L’eau a été un vrai problème, je ne sais pas combien d’eau j’ai évacué dans l’ensemble de la course, mais à un moment, il y avait  4 à 5 000 litres d’eau dans le bateau. J’ai ouvert la cloison étanche en pleine nuit, j’étais à la frontale, c’était vraiment une vision d’horreur de voir les pare-battages flotter. Dans un monde parfait, tous mes petits soucis auraient été réglés avant le départ.

 

Le chemin parcouru

Je mesure toutes les étapes par lesquelles je suis passé pour en arriver là. C’est important de ne pas oublier tout le chemin parcouru. Il faut toujours recontextualiser quand tu as des soucis. La Mini Transat c’est un labo, c’est un peu tous les paramètres d’un Vendée Globe à une toute petite échelle. Je suis content de mon parcours, je suis monté graduellement. J’ai eu besoin d’avancer étape par étape.

 

Les liens avec les concurrents et compagnons de route

En 2016, je n’ai pas ressenti la même chose. Peut être parce que cette année la situation était particulière et aussi grâce aux moyens numériques qui ont évolué. Des liens extrêmement forts se sont créés entre les marins, il y a eu beaucoup d’échanges.
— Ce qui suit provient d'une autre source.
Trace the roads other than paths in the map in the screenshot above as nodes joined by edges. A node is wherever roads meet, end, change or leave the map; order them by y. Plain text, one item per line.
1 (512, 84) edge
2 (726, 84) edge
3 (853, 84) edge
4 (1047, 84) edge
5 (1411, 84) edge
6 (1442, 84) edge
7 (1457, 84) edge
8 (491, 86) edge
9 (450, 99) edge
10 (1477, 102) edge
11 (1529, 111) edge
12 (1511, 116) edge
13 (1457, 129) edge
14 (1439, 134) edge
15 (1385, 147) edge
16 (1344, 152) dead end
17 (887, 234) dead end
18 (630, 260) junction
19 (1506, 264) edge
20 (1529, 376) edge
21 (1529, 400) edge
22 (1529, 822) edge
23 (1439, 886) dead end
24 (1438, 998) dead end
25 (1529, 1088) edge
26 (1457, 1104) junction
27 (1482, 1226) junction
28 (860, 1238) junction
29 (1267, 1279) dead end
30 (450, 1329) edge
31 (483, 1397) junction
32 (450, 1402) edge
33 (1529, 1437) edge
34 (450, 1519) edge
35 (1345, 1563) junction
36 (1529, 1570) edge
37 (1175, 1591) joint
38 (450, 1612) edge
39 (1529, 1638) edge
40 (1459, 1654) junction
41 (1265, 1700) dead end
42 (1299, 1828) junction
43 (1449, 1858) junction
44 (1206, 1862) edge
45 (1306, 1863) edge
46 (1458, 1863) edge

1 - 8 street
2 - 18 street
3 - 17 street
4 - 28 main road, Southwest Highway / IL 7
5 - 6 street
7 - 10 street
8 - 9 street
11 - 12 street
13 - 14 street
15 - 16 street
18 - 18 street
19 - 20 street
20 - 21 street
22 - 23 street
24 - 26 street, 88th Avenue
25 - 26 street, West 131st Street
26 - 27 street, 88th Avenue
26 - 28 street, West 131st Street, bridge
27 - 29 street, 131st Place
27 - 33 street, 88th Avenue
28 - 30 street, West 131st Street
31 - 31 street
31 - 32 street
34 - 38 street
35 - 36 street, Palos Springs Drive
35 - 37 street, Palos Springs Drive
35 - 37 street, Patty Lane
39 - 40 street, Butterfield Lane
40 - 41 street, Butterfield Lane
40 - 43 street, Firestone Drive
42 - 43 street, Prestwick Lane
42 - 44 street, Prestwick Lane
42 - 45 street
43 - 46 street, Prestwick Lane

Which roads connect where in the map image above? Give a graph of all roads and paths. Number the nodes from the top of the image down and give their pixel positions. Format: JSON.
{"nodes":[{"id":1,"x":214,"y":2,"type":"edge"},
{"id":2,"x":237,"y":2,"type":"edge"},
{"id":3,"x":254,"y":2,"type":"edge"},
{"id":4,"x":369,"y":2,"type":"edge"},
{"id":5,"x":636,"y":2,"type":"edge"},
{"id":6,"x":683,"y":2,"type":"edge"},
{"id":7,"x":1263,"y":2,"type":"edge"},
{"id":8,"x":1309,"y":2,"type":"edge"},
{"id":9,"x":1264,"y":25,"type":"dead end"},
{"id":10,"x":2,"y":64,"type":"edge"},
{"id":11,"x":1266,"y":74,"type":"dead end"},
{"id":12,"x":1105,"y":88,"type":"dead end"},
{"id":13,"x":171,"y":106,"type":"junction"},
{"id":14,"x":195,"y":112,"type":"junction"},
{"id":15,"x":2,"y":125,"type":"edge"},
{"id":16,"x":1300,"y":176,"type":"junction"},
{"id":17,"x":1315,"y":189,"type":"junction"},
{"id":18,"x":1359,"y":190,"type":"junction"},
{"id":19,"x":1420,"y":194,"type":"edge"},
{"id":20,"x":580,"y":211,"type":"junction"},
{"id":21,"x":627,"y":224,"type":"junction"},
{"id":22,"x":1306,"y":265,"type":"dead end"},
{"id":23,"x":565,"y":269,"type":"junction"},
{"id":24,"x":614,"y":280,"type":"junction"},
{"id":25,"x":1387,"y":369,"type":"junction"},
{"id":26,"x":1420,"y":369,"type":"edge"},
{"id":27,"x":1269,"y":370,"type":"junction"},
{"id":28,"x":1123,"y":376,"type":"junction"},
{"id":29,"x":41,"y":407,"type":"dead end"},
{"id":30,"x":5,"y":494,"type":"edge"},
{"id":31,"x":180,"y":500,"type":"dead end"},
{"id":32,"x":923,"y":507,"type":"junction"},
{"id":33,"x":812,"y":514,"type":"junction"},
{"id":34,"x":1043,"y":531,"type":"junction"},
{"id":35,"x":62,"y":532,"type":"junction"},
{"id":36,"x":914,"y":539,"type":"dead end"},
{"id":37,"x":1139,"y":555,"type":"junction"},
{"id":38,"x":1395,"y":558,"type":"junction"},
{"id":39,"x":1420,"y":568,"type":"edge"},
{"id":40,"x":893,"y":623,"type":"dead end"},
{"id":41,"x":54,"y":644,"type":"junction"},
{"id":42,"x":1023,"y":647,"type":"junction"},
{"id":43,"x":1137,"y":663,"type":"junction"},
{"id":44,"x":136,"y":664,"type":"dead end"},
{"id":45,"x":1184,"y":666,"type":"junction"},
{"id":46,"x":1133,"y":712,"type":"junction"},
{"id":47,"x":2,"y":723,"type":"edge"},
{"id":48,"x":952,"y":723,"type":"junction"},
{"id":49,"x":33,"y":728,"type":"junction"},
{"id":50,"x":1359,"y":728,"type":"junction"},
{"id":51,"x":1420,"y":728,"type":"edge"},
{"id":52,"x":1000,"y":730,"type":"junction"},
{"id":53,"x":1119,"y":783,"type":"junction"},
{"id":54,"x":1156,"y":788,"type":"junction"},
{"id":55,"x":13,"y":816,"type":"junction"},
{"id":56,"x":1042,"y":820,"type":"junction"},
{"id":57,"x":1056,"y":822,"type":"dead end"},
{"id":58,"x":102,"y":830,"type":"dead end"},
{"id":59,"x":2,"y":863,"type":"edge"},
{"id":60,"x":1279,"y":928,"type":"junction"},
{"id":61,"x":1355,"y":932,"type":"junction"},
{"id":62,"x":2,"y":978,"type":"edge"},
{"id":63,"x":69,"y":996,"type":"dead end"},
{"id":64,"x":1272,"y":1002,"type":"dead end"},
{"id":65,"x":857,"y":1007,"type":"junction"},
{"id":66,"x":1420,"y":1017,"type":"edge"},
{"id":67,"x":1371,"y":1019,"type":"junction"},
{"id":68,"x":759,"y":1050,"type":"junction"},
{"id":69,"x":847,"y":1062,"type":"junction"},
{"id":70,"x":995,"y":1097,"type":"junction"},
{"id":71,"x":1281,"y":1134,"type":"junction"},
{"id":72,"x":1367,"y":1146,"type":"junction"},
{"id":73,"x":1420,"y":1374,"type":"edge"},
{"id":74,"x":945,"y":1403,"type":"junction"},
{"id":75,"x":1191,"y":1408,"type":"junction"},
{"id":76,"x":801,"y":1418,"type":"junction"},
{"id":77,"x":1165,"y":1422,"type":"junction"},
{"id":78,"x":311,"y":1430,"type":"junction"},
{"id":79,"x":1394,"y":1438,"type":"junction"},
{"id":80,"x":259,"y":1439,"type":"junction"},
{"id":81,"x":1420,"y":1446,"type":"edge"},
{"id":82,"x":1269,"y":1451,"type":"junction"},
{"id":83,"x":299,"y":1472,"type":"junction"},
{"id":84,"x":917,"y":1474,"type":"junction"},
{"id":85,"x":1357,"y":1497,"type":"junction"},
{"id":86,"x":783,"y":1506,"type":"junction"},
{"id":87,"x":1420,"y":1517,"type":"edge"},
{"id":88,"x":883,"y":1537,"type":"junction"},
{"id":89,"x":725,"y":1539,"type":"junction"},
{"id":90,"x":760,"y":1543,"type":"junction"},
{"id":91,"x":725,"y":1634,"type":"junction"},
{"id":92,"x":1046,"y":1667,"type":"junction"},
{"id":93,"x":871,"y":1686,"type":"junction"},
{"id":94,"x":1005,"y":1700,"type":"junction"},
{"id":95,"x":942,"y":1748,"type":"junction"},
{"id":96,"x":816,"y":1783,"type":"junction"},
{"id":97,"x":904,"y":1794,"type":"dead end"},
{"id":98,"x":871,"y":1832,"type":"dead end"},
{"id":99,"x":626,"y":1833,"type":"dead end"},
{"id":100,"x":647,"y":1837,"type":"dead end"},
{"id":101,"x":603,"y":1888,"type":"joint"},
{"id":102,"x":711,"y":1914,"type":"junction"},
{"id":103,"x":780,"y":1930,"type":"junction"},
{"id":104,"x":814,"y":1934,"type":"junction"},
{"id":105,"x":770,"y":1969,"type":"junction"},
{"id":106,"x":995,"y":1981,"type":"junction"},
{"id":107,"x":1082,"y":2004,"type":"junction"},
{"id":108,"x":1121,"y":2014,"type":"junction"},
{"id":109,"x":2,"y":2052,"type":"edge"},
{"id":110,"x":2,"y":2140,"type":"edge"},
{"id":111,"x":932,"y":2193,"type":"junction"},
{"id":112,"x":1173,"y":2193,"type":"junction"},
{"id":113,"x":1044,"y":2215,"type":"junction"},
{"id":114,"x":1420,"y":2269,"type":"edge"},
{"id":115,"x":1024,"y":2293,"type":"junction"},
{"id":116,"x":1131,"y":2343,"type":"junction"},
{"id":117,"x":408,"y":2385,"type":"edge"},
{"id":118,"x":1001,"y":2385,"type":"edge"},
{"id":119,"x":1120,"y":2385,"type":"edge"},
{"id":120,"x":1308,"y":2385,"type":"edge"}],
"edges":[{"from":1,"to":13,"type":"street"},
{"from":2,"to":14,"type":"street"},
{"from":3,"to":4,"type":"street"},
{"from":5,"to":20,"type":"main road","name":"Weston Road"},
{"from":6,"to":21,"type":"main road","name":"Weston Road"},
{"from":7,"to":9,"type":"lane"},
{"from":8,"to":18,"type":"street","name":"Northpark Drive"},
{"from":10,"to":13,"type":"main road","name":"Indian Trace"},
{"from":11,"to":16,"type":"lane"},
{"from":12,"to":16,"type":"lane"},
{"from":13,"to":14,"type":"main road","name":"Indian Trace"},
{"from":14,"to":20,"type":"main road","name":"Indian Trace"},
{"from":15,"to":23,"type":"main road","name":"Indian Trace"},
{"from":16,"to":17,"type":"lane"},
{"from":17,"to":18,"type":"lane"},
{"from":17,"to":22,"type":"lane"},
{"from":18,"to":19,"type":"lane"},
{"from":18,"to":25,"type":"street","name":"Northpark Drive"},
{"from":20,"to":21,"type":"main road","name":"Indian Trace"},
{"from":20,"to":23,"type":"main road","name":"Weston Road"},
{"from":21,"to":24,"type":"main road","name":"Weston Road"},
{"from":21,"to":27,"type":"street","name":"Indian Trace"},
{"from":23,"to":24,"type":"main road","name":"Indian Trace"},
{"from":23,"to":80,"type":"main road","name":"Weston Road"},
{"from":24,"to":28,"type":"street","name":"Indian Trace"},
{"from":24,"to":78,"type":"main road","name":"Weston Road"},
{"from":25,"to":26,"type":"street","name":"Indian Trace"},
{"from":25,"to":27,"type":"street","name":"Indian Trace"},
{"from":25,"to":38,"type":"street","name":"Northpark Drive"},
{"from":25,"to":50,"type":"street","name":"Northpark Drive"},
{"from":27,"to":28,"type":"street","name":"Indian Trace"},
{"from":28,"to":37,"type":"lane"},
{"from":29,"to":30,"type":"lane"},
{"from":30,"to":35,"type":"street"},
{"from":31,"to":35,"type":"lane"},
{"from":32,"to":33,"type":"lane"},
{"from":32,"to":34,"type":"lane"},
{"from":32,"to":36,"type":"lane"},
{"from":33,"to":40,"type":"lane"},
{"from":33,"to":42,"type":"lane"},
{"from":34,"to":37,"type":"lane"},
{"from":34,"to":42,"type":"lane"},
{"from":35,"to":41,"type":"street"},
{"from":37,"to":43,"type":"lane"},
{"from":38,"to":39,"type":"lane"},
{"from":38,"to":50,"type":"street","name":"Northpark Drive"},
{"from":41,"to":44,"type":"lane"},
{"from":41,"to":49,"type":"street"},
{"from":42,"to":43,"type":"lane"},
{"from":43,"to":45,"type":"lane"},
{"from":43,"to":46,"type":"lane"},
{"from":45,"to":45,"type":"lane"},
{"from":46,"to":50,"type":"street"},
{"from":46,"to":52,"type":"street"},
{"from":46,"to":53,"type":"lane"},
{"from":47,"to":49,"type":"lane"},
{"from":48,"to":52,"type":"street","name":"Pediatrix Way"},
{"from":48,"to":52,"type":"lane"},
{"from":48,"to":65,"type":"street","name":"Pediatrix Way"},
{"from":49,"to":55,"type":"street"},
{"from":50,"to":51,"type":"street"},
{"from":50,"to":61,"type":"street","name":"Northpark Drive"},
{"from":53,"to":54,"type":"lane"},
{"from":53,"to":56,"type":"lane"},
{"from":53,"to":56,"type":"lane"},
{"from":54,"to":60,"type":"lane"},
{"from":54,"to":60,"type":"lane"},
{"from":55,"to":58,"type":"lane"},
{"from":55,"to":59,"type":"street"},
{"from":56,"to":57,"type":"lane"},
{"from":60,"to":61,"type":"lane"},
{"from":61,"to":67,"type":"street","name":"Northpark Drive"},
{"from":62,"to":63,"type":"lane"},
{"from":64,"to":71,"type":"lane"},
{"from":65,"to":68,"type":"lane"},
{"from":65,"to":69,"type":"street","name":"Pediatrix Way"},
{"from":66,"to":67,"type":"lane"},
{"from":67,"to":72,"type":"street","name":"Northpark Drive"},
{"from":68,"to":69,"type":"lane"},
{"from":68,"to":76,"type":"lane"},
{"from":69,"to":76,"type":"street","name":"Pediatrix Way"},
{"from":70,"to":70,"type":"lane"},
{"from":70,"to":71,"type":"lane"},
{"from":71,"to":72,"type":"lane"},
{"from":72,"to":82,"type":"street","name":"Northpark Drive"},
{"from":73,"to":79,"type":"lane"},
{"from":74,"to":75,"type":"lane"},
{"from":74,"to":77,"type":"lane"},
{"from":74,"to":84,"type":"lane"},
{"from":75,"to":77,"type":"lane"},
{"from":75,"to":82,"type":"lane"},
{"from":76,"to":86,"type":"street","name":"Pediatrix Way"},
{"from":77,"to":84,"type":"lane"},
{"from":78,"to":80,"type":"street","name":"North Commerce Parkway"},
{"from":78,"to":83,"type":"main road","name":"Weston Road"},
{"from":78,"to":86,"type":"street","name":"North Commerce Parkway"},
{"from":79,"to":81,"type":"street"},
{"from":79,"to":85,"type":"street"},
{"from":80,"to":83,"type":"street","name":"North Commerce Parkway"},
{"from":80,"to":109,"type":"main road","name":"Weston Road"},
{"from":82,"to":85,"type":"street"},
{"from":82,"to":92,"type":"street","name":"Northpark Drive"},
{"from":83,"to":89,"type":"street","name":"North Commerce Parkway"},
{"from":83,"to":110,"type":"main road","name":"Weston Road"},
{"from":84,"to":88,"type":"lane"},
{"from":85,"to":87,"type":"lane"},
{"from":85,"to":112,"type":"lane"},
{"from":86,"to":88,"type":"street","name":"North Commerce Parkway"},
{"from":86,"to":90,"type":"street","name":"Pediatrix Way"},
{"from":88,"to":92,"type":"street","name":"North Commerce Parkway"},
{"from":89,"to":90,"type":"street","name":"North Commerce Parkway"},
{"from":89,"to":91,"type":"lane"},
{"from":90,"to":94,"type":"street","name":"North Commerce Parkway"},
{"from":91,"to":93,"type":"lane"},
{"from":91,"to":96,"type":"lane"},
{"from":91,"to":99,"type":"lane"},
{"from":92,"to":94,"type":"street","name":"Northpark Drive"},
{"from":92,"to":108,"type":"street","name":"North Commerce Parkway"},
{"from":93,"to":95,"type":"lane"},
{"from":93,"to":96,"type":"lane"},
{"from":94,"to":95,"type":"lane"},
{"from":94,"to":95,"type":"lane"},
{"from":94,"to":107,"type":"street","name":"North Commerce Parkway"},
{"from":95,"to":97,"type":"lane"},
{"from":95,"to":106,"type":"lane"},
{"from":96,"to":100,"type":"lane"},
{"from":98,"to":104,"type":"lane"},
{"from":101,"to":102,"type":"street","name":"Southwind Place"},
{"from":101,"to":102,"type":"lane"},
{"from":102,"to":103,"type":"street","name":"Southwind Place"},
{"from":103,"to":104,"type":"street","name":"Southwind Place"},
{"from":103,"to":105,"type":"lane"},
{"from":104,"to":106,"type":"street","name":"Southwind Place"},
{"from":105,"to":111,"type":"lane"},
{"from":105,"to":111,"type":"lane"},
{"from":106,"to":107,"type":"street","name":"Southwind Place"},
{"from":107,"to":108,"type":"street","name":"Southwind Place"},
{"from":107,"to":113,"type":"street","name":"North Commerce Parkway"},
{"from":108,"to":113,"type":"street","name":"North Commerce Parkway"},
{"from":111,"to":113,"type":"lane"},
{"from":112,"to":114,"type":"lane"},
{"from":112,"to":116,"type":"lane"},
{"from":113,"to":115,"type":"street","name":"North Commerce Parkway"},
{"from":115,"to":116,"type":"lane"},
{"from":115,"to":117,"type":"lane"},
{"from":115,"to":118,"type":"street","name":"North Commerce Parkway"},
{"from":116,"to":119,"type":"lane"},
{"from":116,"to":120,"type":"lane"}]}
Quand on s’est retrouvé bord à bord avec Jérémie (Beyou) on a eu des échanges vraiment super chouette. C'était bienveillant, il m’a donné beaucoup de conseils, c’était très riche. Et c’est vrai avec tous les skippers. Avec Alan (Roura) et Cali (Arnaud Boissières) on avait aussi un groupe Whatsapp à tous les 3. C’était une édition éprouvante, ce n’est pas pour rien que les vainqueurs ont mis 80 jours. Ça ne s’est pas passé comme prévu pour personne. On a été beaucoup éprouvés et je pense que ça renforce les liens. Sur le ponton avec Kojiro (Shiraishi) et Pip (Hare), les regards en disaient long, on n'avait pas besoin de parler beaucoup. 

 

La suite

C'est dur de répondre comme ça. J’ai envie de continuer la course et de porter ce message Time for Oceans. Je voudrais faire la démonstration que l’on peut faire un bateau simple, moins cher et plus respectueux de l’environnement. J’ai l’impression que dans les futurs projets, la contrainte environnementale n’est pas prise en compte, ça me choque. C’est comme si nous n’étions pas concernés. Je voudrais démontrer que l’on peut faire autrement. J’ai pris beaucoup de notes sur ce Vendée Globe. Je serais vraiment heureux de pouvoir concevoir un bateau qui me ressemble et qui ressemble à ma façon de naviguer.
 

La chanson d’arrivée

Mes enfants sont scolarisés dans une école de Boulogne-Billancourt. La maîtresse insistait pour savoir si je venais à la fête de l'école et l’école m’a fait une surprise : il y avait 60 enfants, ils ont chanté cette chanson. Ils ont fait appel à un compositeur, c’est le département qui a financé l’opération. J’étais hyper touché, c’était incroyable. Les paroles sont super, la mélodie est chouette. Quelques mois plus tard, on s’est retrouvés dans une belle salle de spectacle pour enregistrer avec les enfants. On a créé un site internet Time for Oceans qui est aujourd’hui utilisé par les instituteurs pour leurs classes. C’est une grande fierté de voir que modestement on contribue à la prise de conscience des enfants.